The U.S. has stated its “expectation and understanding” that, by Nov. 30, a process will be initiated for the expedited reinstatement of all candidates for president.

The Venezuelan government, for its part, agreed on Oct. 18 to let the opposition choose a candidate “according to its own internal procedures,” and it in fact did let the primary take place. But it remains unclear whether Machado will actually be allowed to run and take office if she wins.  Also, the regime agreed to permit international observation of the electoral process and released five political prisoners. On a separate track, it has begun to allow the U.S. to repatriate Venezuelan illegal immigrants.

But in the immediate aftermath of Machado’s victory, the Venezuelan government has apparently decided, at least for now, to go on the offensive.  Attorney General Tarek Saab has announced that he will be initiating a criminal investigation into the primary, suggesting that it was fraudulently conducted and that foreign money was used to finance it.

It is hard to believe that Maduro has had a sudden conversion to supporting free and fair elections that most likely would oust him from power.  Thus, a final determination regarding Machado’s eligibility may remain up in the air until very late.

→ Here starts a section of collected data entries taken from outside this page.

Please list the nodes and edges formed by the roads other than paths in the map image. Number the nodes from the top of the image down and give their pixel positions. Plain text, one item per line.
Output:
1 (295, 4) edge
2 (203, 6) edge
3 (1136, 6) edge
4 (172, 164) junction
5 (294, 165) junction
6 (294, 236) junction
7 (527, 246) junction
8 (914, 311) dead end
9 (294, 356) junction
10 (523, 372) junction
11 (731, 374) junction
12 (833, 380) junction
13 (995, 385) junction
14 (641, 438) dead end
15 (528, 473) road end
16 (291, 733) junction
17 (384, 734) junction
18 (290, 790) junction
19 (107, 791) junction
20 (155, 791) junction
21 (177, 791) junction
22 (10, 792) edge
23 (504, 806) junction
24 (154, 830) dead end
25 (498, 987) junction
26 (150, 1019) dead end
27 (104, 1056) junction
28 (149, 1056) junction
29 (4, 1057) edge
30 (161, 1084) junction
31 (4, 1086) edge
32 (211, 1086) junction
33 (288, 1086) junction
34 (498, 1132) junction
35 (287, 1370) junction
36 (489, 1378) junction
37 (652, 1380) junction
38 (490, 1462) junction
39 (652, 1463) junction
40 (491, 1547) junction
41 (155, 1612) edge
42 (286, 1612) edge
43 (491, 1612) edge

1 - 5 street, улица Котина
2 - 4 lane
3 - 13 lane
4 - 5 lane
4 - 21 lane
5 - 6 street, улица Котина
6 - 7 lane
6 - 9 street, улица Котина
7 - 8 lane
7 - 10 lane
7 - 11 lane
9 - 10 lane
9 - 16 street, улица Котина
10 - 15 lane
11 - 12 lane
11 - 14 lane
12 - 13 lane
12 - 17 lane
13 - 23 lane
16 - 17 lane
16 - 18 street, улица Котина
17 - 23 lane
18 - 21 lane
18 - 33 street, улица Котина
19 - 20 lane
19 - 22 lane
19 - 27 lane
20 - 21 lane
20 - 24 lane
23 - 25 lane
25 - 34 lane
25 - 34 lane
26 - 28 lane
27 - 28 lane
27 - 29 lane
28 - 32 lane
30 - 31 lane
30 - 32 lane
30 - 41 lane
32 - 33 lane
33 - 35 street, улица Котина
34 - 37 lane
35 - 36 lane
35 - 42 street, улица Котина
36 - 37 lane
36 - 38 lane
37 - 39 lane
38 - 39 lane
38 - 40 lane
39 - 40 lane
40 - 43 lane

At the last minute, the opposition may be forced to replace her with a less prominent figure, thus discouraging potential voters who have seen rigged elections on multiple occasions in the past.

Moreover, international observation may be permitted at first, then slowly curtailed — especially during the vote counting on election night.

The opposition may take some hope from its January 2022 victory in the race for governor of rural Barinas state — the home of Hugo Chavez.  An initial narrow victory by an opposition candidate was annulled by the courts on the grounds that he was supposedly ineligible to run.  However, a substitute took advantage of popular discontent with this crude maneuver and, in a second vote, won by a margin which the government felt compelled to respect.

However, the stakes are far higher in a presidential race. There is ample reason to suspect that Maduro and his followers would be unwilling to give up the wealth and power that they have accrued over the years and accept the additional risk of being held to account for their human rights violations and other crimes, as other authoritarians have after losing power.

So why did Maduro enter negotiations with the opposition in the first place? Why did he allow it to move ahead with its campaign thus far? 

His calculus may be that, if his regime manages to guarantee its victory, while keeping the overall picture sufficiently blurred, it may gain its goal of making sanctions relief permanent, thus obtaining the foreign investment needed to rebuild Venezuela’s debilitated petroleum sector, which produces less than a quarter of what it did at its height. 

The Biden administration sees the Trump-era “maximum pressure” approach as a dead end. Biden may decide that if oil prices and illegal immigration rise, he would prefer to avoid a return to that approach. Meanwhile, even a highly flawed election process could give the opposition political space, sending the message that it should bide its time and build on its efforts for a chance to run again at some later, somehow more favorable date.

This might sound like the worst case scenario for those hoping to reestablish democracy. But in Venezuela, worst case scenarios are par for the course.

Richard M. Sanders is senior fellow for the Western Hemisphere at the Center for the National Interest.  He is a former senior foreign service officer who served throughout Latin America, including in Venezuela.